Durbin Amendment Lacks Economic Foundation
WASHINGTON - As Congress contemplates whether to pass a law regulating debit card interchange, a majority of economists and government officials attending a meeting on the subject agreed that there is no economic basis for the proposed regulatory change.
"The literature cannot even tell us whether a cap on debit card interchange will reduce or increase the numbers of debit cards," Todd Zywicki, a professor of law at the George Mason University School of Law told attendees of a June 9 conference on the topic.
"The principle of 'do no harm' would suggest that a more prudent course would be to more closely and rigorously study an issue before making such a decision."
Zywicki is also senior scholar at the Mercatus Center at George Mason University, a free market-oriented nonprofit research institution that sponsored the conference.
Zywicki's comments came after a full morning of sessions where the clear majority of meeting participants openly doubted whether there was a need to regulate debit card interchange at all and expressed opposition to the Durbin amendment, which would regulate debit card interchange, and is sponsored by Sen. Richard Durbin (D-Ill.).
The Durbin amendment should more appropriately be called the Walgreens amendment, Thomas Brown, an adjunct law professor with the University of California Boalt School of Law, asserted. He said that Durbin only drafted the amendment after taking a call from the CEO of Walgreens. Brown is also former senior counsel for VISA Inc.
A spokesman for Durbin denied the accusation. Walgreens has its headquarters in Durbin's home state, and Walgreens President/CEO Gregory Wasson serves on the board of the National Association of Chain Drug Stores, which has been lobbying Congress as part of the Merchant Payments Coalition.

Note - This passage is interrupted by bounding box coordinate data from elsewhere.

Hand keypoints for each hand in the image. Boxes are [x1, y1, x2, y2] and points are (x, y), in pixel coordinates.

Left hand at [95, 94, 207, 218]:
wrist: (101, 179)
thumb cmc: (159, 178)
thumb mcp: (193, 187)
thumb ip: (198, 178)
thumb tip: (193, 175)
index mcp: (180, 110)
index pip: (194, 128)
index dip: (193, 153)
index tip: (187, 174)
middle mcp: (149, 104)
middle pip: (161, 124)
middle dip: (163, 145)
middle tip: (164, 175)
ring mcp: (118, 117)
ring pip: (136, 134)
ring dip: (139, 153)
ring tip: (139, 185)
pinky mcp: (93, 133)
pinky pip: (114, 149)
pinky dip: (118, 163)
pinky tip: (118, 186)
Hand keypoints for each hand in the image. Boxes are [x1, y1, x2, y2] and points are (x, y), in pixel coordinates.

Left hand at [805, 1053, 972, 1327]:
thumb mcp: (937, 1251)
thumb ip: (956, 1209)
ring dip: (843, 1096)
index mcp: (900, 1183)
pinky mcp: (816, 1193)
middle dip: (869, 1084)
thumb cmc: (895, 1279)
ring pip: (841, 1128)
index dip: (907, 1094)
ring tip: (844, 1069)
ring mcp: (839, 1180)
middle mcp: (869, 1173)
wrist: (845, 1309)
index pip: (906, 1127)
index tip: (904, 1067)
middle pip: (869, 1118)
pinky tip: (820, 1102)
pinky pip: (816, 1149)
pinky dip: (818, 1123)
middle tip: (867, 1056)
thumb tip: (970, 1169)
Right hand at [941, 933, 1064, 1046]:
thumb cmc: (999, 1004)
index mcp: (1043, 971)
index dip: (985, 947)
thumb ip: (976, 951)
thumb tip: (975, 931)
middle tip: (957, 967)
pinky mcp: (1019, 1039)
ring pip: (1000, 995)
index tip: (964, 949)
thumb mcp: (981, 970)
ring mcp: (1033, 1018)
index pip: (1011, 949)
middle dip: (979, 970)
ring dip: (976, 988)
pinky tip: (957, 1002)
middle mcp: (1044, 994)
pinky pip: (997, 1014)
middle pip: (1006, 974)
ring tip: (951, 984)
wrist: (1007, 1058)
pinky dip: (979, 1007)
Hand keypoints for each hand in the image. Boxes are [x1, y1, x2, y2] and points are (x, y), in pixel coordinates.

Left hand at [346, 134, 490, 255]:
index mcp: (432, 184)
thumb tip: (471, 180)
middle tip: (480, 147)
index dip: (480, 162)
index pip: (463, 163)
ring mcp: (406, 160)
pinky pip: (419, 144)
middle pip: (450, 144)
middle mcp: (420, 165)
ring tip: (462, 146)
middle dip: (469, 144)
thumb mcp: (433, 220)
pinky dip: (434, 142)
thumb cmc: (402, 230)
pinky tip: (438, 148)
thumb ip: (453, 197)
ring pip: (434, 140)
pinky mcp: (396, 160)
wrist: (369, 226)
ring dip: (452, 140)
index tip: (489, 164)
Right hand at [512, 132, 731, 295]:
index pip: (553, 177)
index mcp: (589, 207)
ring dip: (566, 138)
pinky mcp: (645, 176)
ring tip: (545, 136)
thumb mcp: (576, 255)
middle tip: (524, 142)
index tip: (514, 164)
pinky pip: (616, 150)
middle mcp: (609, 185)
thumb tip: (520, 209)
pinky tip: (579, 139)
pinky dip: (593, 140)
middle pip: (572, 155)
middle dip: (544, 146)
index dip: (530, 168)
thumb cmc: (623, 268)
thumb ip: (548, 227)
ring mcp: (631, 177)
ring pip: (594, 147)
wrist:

Brown also noted that the Durbin amendment is the latest example of confusing politics and policy "and when in Washington, that's one thing we definitely don't want to do," he said to widespread laughter.
The first panel of the meeting was the only one where at least some of the speakers supported the debit card interchange move. Mike Konczal, a fellow at the liberal Roosevelt Institute, and Felix Salmon, a financial blogger for the Reuters news service, supported the amendment, largely citing the increasing interchange rates as proof that something was wrong with the way interchange is calculated.
"As technology improves and markets mature, prices generally decrease," said Salmon who also serves on the board of directors for the $26 million Lower East Side People's Federal Credit Union. "The fact that interchange rates have been increasing is a signal that something is wrong under the hood," Salmon added.
Salmon also pointed out that he was speaking particularly about the interchange rates for debit card transactions validated with a personal identification number. "Don't get me started on signature debit," Salmon said, calling signature debit transactions "a nonsensical product that shouldn't even exist" at another part of the program.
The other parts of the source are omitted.